# bumpers



## choady (Apr 20, 2008)

does anyone know if the bumpers off of an a6 avant will fit on the allroad?
i want the bumpers to be the same color but i want something a little more aggresive


----------



## BennyB (Mar 27, 2000)

*Re: bumpers (choady)*

I don't think the front bumper would work because of the larger wheel arches on the allroad. I suppose if you change the fenders too it might work. does an RS6 have the same width of flare as an allroad ? that might work but would be killer hard to find


_Modified by BennyB at 5:20 PM 8-1-2009_


----------



## eurocars (Mar 10, 2004)

*Re: bumpers (choady)*

A6 - no
S6 - no
RS6 - no (you can but it will take some modification)


----------



## callaghan. (Sep 11, 2006)

*Re: bumpers (eurocars)*

you can always mae anything fit anything...just depends on how much time/money u want to spend on it haha.
as for allroad bumpers...they are a couple inches shorter than normal bumpers and look much better because of that...dont change em!


----------



## choady (Apr 20, 2008)

*Re: bumpers (callaghan.)*

ok so youve talked me out of getting different bumpers, but does anyone know if a complete vinyl wrap will adhere to the bumpers given what their made out of?


----------



## callaghan. (Sep 11, 2006)

*Re: bumpers (choady)*


_Quote, originally posted by *choady* »_ok so youve talked me out of getting different bumpers, but does anyone know if a complete vinyl wrap will adhere to the bumpers given what their made out of?

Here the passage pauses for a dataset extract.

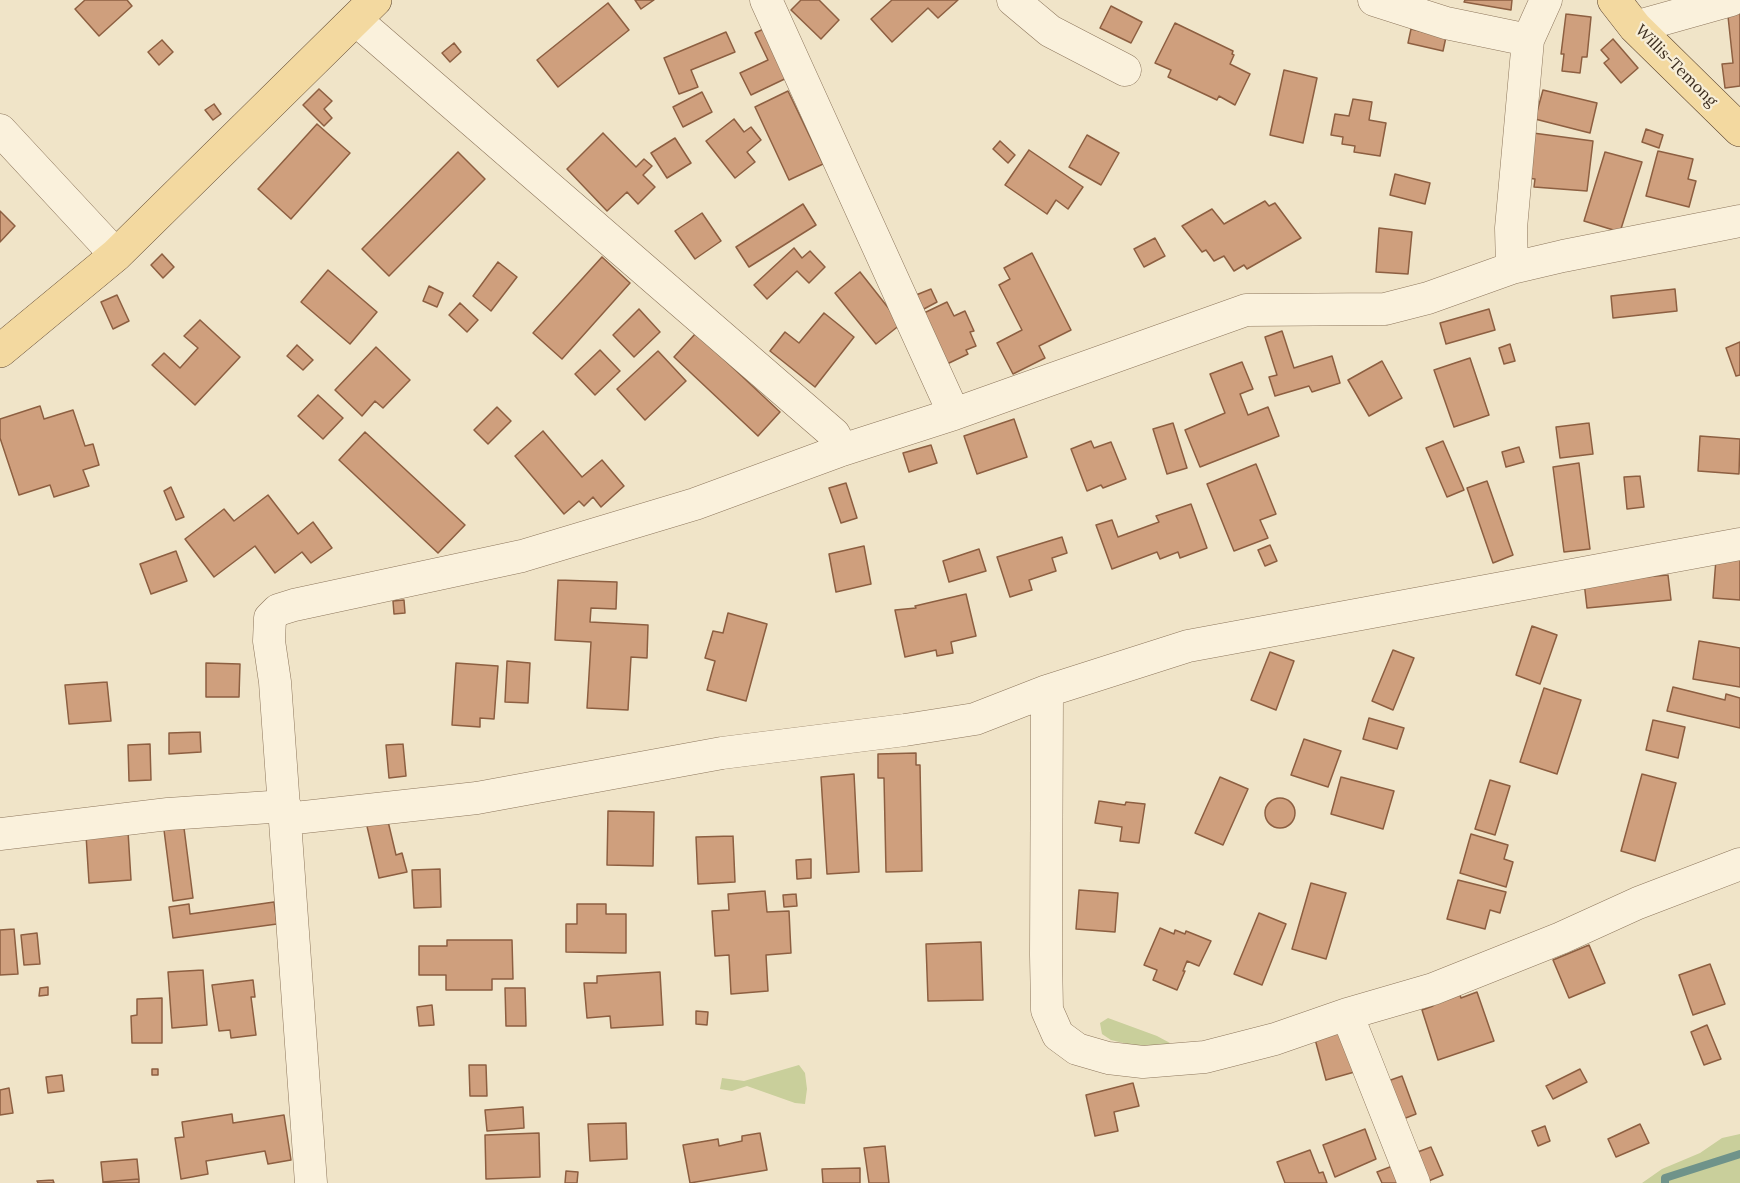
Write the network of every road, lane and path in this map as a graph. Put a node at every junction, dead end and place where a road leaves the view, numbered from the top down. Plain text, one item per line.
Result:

yep itll stick, just not as good as to paint.
painting em is best IMO...


----------



## choady (Apr 20, 2008)

*Re: bumpers (callaghan.)*


_Quote, originally posted by *callaghan.* »_



that looks hella sick thanks guys i really appreciate it http://****************.com/smile/emthup.gif http://****************.com/smile/emthup.gif


----------